Training-free visual token sparsification for vision-language models (ICML 2025)
Project description
license: apache-2.0 tags:
- vision-language-model
- inference-optimization
- token-pruning
- qwen2-vl library_name: sparsevlm
SparseVLM — Production Inference Acceleration for Vision-Language Models
Training-free visual token sparsification for Qwen2.5-VL. 2–4× faster inference. <3% accuracy drop.
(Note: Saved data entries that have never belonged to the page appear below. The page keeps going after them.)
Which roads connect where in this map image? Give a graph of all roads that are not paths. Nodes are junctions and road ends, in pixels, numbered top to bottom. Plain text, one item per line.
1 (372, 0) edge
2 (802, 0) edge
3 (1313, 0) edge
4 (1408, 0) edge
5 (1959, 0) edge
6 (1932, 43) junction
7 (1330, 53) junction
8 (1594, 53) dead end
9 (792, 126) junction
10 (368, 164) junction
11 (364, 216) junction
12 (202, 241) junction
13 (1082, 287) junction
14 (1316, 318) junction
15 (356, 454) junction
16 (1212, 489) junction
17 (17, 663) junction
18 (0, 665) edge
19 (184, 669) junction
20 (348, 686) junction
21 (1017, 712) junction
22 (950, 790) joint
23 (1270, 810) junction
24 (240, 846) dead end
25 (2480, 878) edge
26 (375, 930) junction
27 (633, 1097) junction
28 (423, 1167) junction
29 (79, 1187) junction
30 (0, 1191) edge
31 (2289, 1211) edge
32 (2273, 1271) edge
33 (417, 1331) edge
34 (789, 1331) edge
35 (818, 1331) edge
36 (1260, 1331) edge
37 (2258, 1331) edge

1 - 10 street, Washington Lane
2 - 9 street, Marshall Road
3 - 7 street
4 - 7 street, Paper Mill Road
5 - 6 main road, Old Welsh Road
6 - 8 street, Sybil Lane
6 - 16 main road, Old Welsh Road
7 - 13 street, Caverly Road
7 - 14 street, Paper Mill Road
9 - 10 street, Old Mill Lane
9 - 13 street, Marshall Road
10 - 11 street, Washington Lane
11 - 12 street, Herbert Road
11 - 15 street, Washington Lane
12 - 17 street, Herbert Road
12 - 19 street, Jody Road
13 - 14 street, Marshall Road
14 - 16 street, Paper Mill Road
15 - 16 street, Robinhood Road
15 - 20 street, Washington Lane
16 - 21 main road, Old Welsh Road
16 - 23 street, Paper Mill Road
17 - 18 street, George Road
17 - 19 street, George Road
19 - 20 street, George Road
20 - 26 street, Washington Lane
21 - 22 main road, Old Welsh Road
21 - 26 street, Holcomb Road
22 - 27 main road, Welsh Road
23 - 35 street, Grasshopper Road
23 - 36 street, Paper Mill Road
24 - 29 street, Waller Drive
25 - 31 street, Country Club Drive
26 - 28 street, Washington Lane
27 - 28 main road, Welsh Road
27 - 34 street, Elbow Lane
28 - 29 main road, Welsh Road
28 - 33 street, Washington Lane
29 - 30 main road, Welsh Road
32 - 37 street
One function call.
Based on the ICML 2025 paper by Zhang et al.: SparseVLM: Visual Token Sparsification for Efficient VLM Inference
Install
pip install sparsevlm
Requirements: Python 3.10+, PyTorch 2.1+, Triton 2.1+
Quick start
import torch
from transformers import Qwen2_5_VLForConditionalGeneration, AutoProcessor
from sparsevlm import sparsevlm_generate
model = Qwen2_5_VLForConditionalGeneration.from_pretrained(
"Qwen/Qwen2.5-VL-7B-Instruct",
torch_dtype=torch.bfloat16,
device_map="auto",
attn_implementation="eager", # required for attention-weight scoring
)
processor = AutoProcessor.from_pretrained("Qwen/Qwen2.5-VL-7B-Instruct")
# Prepare inputs normally
messages = [{"role": "user", "content": [
{"type": "image", "image": image},
{"type": "text", "text": "Describe this image."}
]}]
text = processor.apply_chat_template(messages, tokenize=False, add_generation_prompt=True)
inputs = processor(text=[text], images=[image], return_tensors="pt").to("cuda")
# Run SparseVLM — keeps top-64 visual tokens out of 256 (25%)
output = sparsevlm_generate(
model, processor, inputs,
n_vis=256, # visual tokens in your sequence
keep_n_vis=64, # keep 25% — tune this
max_new_tokens=256,
)
print(processor.decode(output[0][1:], skip_special_tokens=True))
Benchmark
A100 40GB, Qwen2.5-VL-7B-Instruct, batch size 1.
Replace these with your numbers from python benchmark/bench_layer1.py.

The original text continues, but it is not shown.